Percebe-se que no referido Estatuto o legislador não fez referência do quantun deste adicional. Esta tarefa foi realizada pelo Decreto Nº 9.967 de 2006, que disciplinava a concessão dos adicionais de insalubridade e periculosidade para os servidores públicos dos órgãos da administração direta, autarquias e fundações do Poder Executivo Estadual, de que tratam os arts. 86 a 88 da Lei 6.677, de 26 de setembro de 1994, como dispõe sua ementa. O referido Decreto foi revogado pelo art. 10 do Decreto Nº 16.529 de 06 de janeiro de 2016 que manteve a redação da ementa do Decreto anterior. O novo decreto, vigente até o momento, estabelece em seu artigo 3º que:
Art. 3º - O trabalho em condições de periculosidade assegura ao servidor um adicional de 30% (trinta por cento).
Ocorre que o referido ato regulamentador elenca, dentre os requisitos necessários à concessão da vantagem, a existência de laudo técnico atestando o trabalho em condições perigosas:
“Art. 7º - Caberá à Junta Médica Oficial do Estado, com base na legislação vigente, emitir Laudo Médico Pericial de concessão dos adicionais de insalubridade e periculosidade, atestando o exercício em condições insalubres ou periculosas de trabalho e estabelecendo o percentual a ser concedido ao servidor, com base nos art. 2º e 3º deste Decreto.
§ 1º - O processo de apuração da insalubridade ou periculosidade deve ser instruído, com informações detalhadas das atividades desenvolvidas pelo servidor, em razão do cargo ou função para o qual foi nomeado, bem assim com informações do respectivo ambiente de trabalho, devendo ser firmadas pelo dirigente máximo do órgão ou da entidade de lotação do servidor, podendo tal atribuição ser delegada em ato específico.
§ 2º - A apuração das condições de insalubridade e periculosidade nas unidades poderá ocorrer mediante a emissão de Laudo Técnico de Identificação dos Riscos Ambientais, desde que homologado pela Junta Médica, compreendendo a identificação dos riscos, avaliação e proposição de medidas de controle dos mesmos, originados dos seus diversos setores.
Ora, pela própria natureza do serviço que prestam, é impossível, em alguns casos, haver a comprovação por junta médica, que não irá seguir os policiais nas ruas, se expondo, assim, a riscos que não cabem à sua profissão.
O ato que regulamenta o direito ao adicional (Decreto Nº 16.529 de 06 de janeiro de 2016), em verdade não regulamenta o Estatuto dos Policiais Militares do Estado da Bahia, Lei 7.990/2001, mas sim o Estatuto dos Servidores Civis do Estado da Bahia, Lei 6.677/94. Podemos perceber isso da simples leitura da ementa do referido decreto. Vejamos:
Disciplina a concessão dos adicionais de insalubridade e periculosidade para os servidores públicos dos órgãos da Administração direta, das autarquias e fundações do Poder Executivo Estadual, de que tratam os arts. 86 a 88 da Lei nº 6.677, de 26 de setembro de 1994.

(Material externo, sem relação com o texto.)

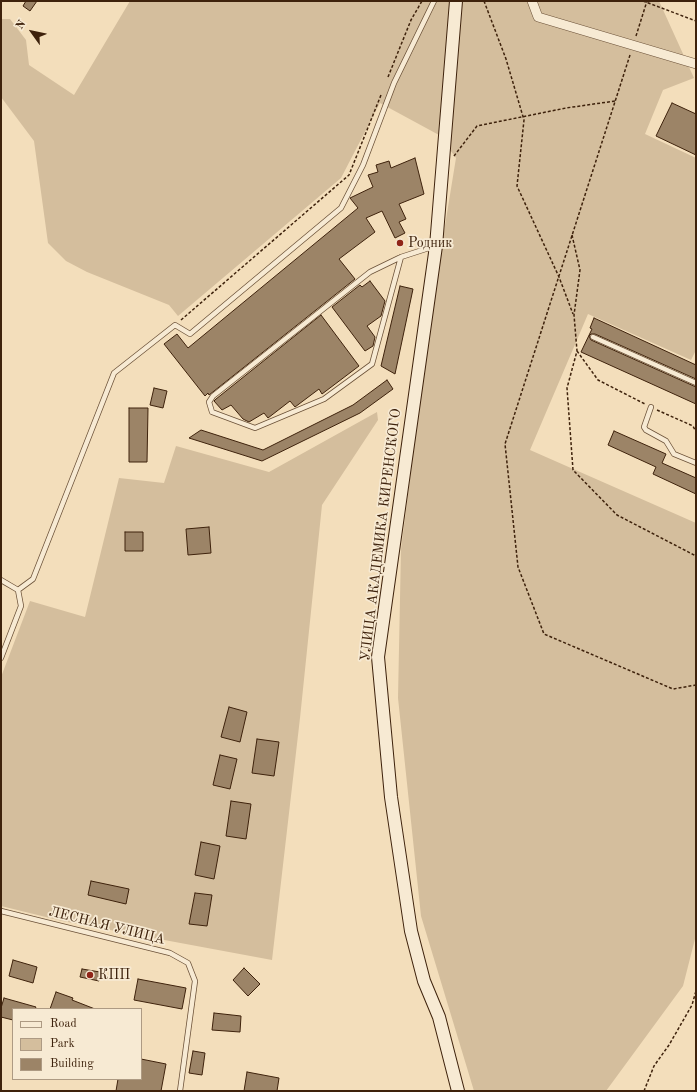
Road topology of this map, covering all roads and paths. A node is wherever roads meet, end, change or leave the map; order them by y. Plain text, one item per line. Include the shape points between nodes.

A utilização deste ato para regulamentar os direitos do servidor público militar do Estado da Bahia se mostra totalmente errônea, já que, a própria ementa do regulamento não faz nenhuma referência ao estatuto dos militares. As exigências contidas no seu artigo 7º, são únicas e exclusivas da classe dos servidores civis. Ora, não é preciso de nenhum especialista para que se afirme que a profissão do policial militar é praticada sobre grande perigo.
Ademais, a negativa em se pagar o adicional de periculosidade fere também o que está contido no artigo 7º, inciso XXIII, da CF:
Art. 7º São direitos dos trabalhadores urbanos e rurais, além de outros que visem à melhoria de sua condição social:
(...)
XXIII - adicional de remuneração para as atividades penosas, insalubres ou perigosas, na forma da lei; (grifei)
Podemos perceber, ao longo do presente artigo a gravidade da negativa do pagamento dos referidos valores aos policiais militares do Estado da Bahia. Um dos meios para assegurar o direito do policial militar é o Mandado de Segurança, que tem um retorno mais rápido, por ser um remédio constitucional de urgência.
Você, Policial Militar do Estado da Bahia, fique atento a seu contracheque e perceba a inexistência da pagamento do adicional de periculosidade, que corresponde a 30% do seu soldo, e, também, ao não pagamento do auxilio transporte.